Located 12 miles south of Stuart on U.S. 1, this park teems with wildlife in 13 natural communities, including sand pine scrub, pine flatwoods, mangroves, and river swamps. The Loxahatchee River, Florida's first federally designated Wild and Scenic River, runs through the park. Ranger-guided tours of the 1930s pioneer homestead of Trapper Nelson are available year-round. Visitors can enjoy paved and off-road biking, equestrian, and hiking trails. Boating, canoeing, and kayaking along the river are also great ways to see the park. Anglers can fish along the riverbank or from a boat. The nature and history of the park comes to life through exhibits and displays in the Elsa Kimbell Environmental Education and Research Center. Programs for the kids, or for the whole family, are also offered here. The park also offers two full-facility campgrounds and a youth/group primitive campground. Visitors can arrange boat tours of the river and rent canoes, kayaks, and motorboats by calling (561) 746-1466.

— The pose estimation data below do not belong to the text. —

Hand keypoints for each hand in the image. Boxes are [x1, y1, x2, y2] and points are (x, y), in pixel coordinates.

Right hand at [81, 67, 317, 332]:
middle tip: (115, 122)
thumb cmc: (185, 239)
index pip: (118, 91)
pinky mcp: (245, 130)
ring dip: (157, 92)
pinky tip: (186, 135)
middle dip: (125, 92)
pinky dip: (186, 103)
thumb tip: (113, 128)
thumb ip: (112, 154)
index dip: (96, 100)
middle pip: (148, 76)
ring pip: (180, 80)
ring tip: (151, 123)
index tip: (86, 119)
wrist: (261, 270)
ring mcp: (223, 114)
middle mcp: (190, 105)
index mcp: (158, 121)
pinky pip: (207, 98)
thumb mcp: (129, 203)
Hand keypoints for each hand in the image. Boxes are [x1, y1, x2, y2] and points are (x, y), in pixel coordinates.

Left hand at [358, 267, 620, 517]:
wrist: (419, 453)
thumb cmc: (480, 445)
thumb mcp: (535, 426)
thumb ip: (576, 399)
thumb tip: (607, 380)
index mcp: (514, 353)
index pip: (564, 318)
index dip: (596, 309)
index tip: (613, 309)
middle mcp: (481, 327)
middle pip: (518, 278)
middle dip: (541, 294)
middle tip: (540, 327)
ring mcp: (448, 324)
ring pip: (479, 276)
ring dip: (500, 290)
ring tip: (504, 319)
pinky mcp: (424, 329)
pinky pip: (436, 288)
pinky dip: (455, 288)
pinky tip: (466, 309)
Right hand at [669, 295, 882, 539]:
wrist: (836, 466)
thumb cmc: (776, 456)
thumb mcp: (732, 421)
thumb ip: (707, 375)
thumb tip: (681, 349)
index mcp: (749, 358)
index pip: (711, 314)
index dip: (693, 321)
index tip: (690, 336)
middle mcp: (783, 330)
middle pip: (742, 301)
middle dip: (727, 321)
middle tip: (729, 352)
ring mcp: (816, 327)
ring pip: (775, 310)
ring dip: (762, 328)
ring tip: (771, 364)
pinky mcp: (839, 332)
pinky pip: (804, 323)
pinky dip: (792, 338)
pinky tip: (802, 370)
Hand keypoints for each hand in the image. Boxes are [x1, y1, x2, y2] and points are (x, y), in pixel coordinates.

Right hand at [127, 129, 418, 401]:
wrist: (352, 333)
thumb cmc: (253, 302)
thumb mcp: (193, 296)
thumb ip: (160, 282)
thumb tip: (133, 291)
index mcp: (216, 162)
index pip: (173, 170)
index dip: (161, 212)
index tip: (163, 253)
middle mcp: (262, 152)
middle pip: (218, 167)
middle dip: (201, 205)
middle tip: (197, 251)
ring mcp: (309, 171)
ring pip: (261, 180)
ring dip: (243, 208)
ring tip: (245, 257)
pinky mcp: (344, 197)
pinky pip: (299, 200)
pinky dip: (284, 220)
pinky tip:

Nice trail for Florida. I completed the five mile loop that passes by a lake, through some pine and palm scrub. Saw a tortoise. Very peaceful, nice view of stars at night and some hills which are a rare find here. I also paddle boarded one day, saw many shark and fish. Would definitely recommend if you in the area.
Heney L. on Jonathan Dickinson State Park Trail
Trail is great...sugar sand it's kind of hard to hike with your backpack full of camping gear but overall great place to stay overnight!
The mtb trails near the front of the park shouldn't be confused with the FL Trail & multi purpose trails mostly west of the RR tracks. There are about 8 miles of mtb trails here for all skill levels. As of July 2014 major improvements have been made to help the sand problem and more help is on the way. There is a pump track at the trail head for warm up and now a ~0.5 mile kids trail is in the works. Also, there is a practice skills area at the trailhead.
Some trail features you will encounter are palmetto roots, wood bridge(s), small logovers, short drops & climbs, man made berms, sand ladders, etc.
This trail never floods and is best ridden after a rain event. There is an outhouse at the trailhead but no water source. The trail is ridden counter-clockwise.
This trail goes from desert-like sugar sand dunes (some of the only non-flat hiking in South Florida) through pine flatwoods and beside the Loxihatchee River. Not as much wildlife as Everglades or Big Cypress, but still quite a bit. Two Florida-only species are found here: the Florida Scrub Jay and the Florida Scrub Lizard. If you're interested in hiking in Florida check out the Florida Trail Association, they have chapters in most counties and numerous group hikes.
Great riding, there's plenty for all skill levels. I like the difficult myself. It's sandy so go within a few days of a rain. There's some sick drops, quick turns and some awesome riding but like I said. Wait for the rain. Unless u like sugar sand.
There is little of interest almost like a walk across an overgrown field to the Hobe Sound Tower, which can be reached by a dirt road.. I hiked it on a weekend and it was very busy. The walk was easy and pleasant if you had interesting companions, easy to follow and mostly flat and dry. There is little canopy so carry sun screen and wear a hat and carry water.
The Tower is well worth the visit. Great views inland and water, ICW, beach and the Atlantic Ocean.
I've hiked this trail in whole or in part several times in the last ten years. The dune portion that runs from the park gate north to the RR crossing is the best part. It's the only reason this hike gets 3 stars. This section rollercoasters over the bushy dunes until it comes to a pine covered area just before th RR tracks. I the enjoy the hike to this area for lunch and some peace.
Geocachers are messing up the area with their absentminded and wandering destruction of the flora. While on the northernmost portion, I had a geocacher ask me which way was north. Near Scrub Jay CG, I saw another geocacher plowing through the Palmetto like a giant armadillo. I guess the park makes money from this activity.
Most of the last half, if travelling CC, is on sandy old roads - very sandy old roads. It's an excellent hike if you want to train for another hike or a run. If you decide to hike this trail, remember your sunscreen and come Dec-Mar, because easily 90% of it is exposed. The trail is good for wildlife sightings.
I have explored Jonathan Dickinson SP since 2002. This trail goes through typical Slash Pine/Palmetto scrub seen throughout this park and the surrounding area. You will not see anything on this trail you did not see on the trail going from parking lot to the overlook.